Honestly, the most accurate way to measure for new construction windows and have an exact fit, with no issues and minimal additional work, is to remove the interior vertical casing on one side of each window (that is a different size from others). 

By doing this, you will be able to see exactly how much space is between the exisiting window jamb and the rough framing. This will give you a 'gauge' as to where the framing is on the opposite window jamb, without having to remove it.

You will also be able to see the bottom rough framing and the upper rough framing (Header).

The distance of the rough framing edges - is the measurement you will use when odering your windows. If it is close to a fractional measurement, always go with the 'smaller' measurement.

Thus you will have your height and width rough openings.
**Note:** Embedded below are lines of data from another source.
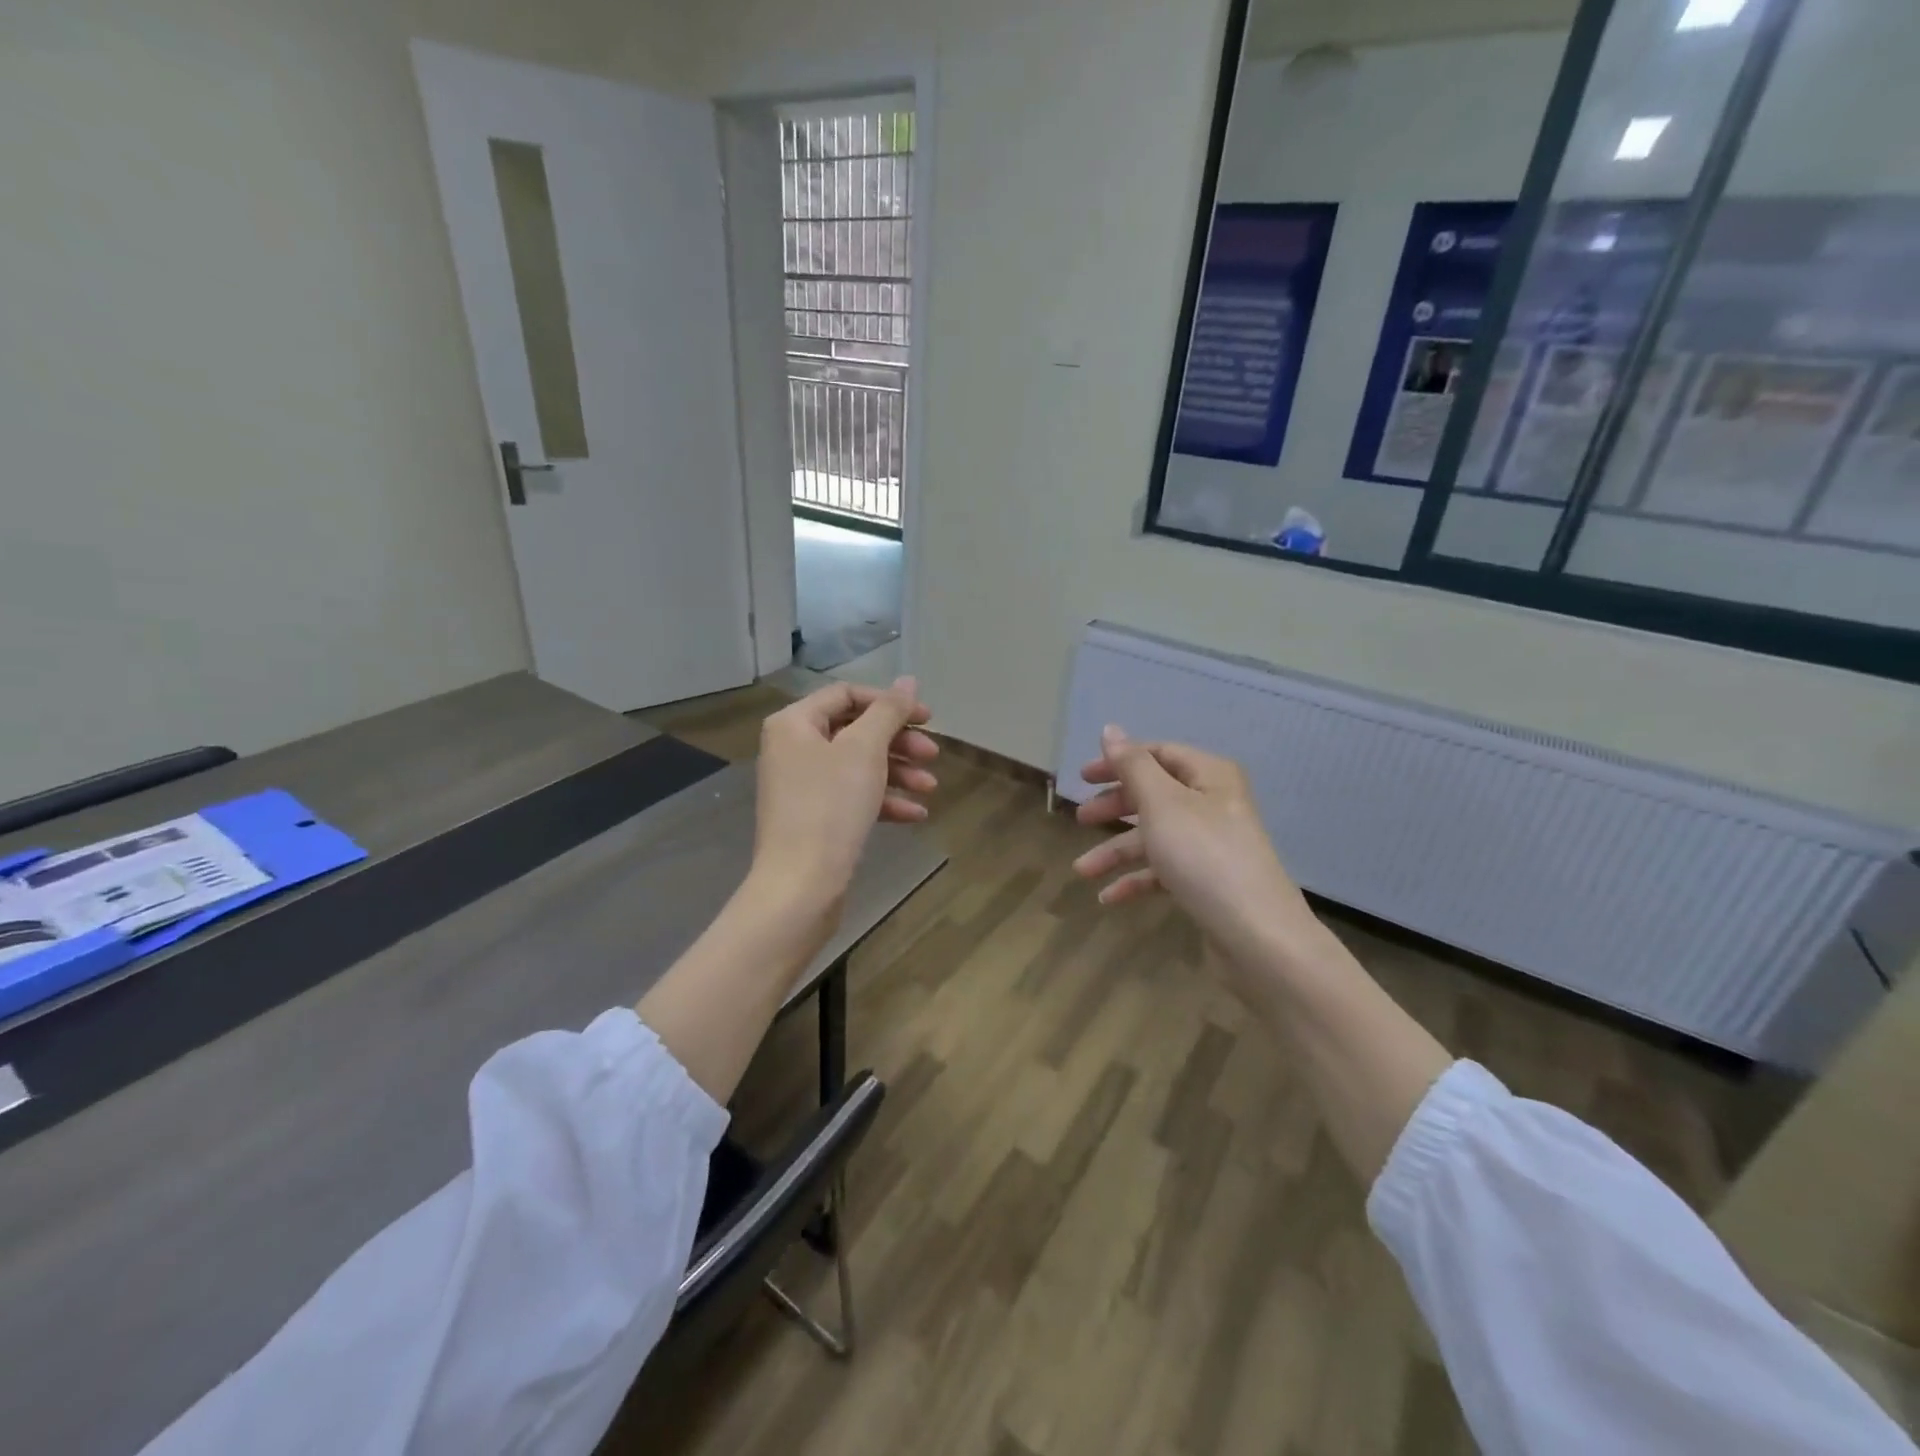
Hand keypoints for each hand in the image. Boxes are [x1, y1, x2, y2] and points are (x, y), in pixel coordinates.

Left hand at [751, 678, 937, 909]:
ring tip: (931, 788)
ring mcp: (802, 786)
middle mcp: (793, 749)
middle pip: (855, 731)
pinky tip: (915, 815)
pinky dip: (884, 801)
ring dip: (898, 772)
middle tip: (933, 755)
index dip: (889, 702)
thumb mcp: (864, 750)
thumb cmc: (830, 806)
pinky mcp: (814, 819)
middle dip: (898, 742)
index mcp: (794, 723)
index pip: (846, 695)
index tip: (927, 719)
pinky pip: (853, 797)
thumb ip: (889, 711)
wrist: (801, 885)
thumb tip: (908, 680)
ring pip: (858, 766)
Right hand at [1071, 726, 1328, 974]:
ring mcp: (1211, 845)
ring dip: (1116, 852)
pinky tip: (1108, 898)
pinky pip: (1165, 871)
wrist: (1258, 936)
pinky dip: (1137, 879)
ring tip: (1082, 870)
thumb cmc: (1204, 857)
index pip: (1158, 754)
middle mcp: (1213, 804)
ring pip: (1154, 837)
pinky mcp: (1208, 881)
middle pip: (1153, 795)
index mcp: (1209, 776)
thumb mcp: (1161, 804)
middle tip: (1080, 819)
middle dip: (1114, 808)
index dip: (1119, 762)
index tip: (1082, 778)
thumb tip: (1110, 730)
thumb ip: (1132, 766)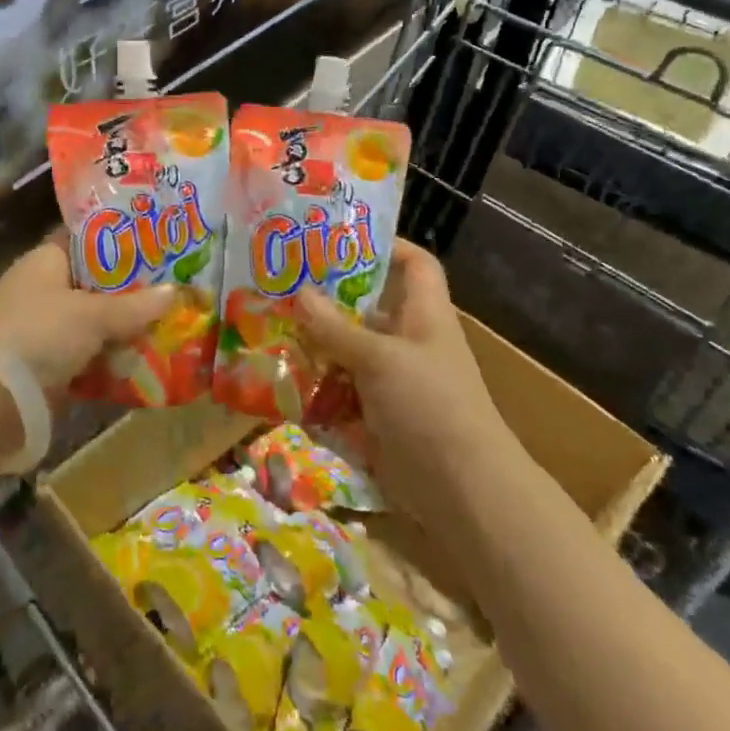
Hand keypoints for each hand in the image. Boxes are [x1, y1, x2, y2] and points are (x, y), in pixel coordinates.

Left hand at [0, 238, 176, 452]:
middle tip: (176, 287)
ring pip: (94, 322)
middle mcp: (44, 288)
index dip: (121, 239)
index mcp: (47, 260)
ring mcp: (44, 328)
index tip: (158, 242)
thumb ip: (133, 306)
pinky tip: (145, 360)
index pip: (88, 239)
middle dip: (132, 290)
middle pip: (96, 283)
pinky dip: (111, 359)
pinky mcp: (47, 364)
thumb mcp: (91, 315)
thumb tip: (175, 293)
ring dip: (124, 328)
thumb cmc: (38, 333)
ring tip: (171, 324)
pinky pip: (88, 355)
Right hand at [295, 239, 510, 518]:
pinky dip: (314, 388)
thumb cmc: (431, 405)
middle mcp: (408, 342)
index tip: (339, 240)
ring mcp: (392, 382)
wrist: (462, 491)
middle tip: (281, 285)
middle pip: (367, 308)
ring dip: (313, 346)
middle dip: (327, 299)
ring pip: (347, 352)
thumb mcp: (380, 359)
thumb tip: (299, 293)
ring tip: (267, 330)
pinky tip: (278, 382)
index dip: (386, 246)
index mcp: (424, 315)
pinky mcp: (377, 416)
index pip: (415, 264)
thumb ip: (336, 328)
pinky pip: (339, 392)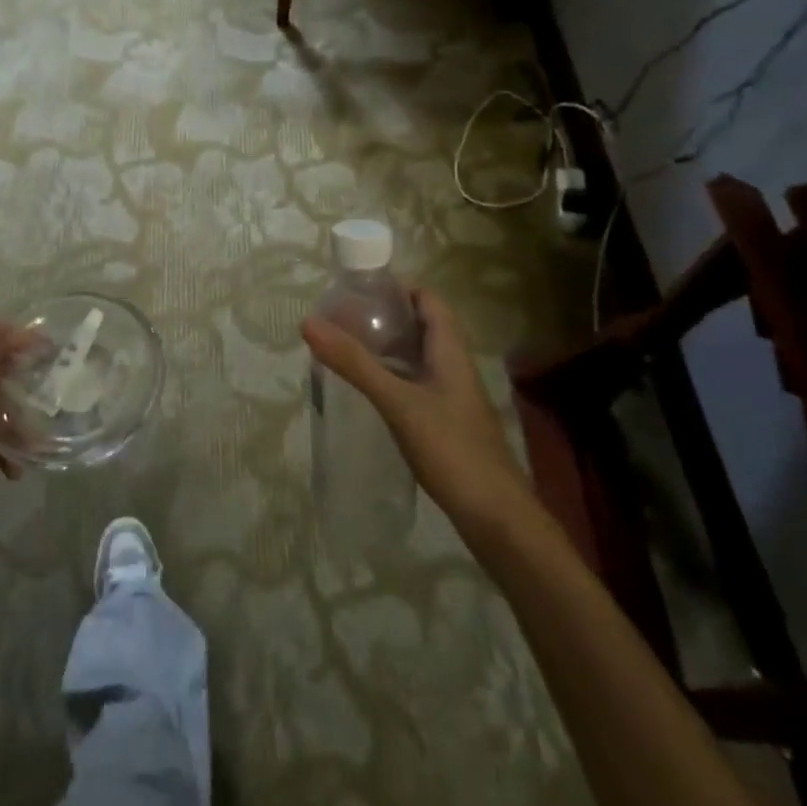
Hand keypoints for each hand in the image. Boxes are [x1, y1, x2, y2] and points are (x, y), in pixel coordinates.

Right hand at [302, 286, 533, 530]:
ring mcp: (452, 397)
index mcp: (451, 352)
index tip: (358, 287)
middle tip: (343, 317)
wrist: (496, 518)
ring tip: (347, 347)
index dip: (398, 287)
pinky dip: (391, 376)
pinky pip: (416, 384)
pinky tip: (368, 389)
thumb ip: (355, 363)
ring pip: (418, 357)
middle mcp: (454, 367)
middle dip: (385, 316)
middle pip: (422, 326)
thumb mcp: (398, 402)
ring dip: (387, 347)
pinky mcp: (446, 422)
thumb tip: (309, 322)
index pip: (429, 300)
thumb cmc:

When done, just re-install the casing....

(I prefer to get these exact. Not that it is the end of the world if you are off, it means that you have created ALOT more work for your installation process. The last thing you ever want to do is have to rip out headers and change the framing layouts....because that means you will be doing alot of drywall work, along with alot of siding and exterior trim work as well...)


----------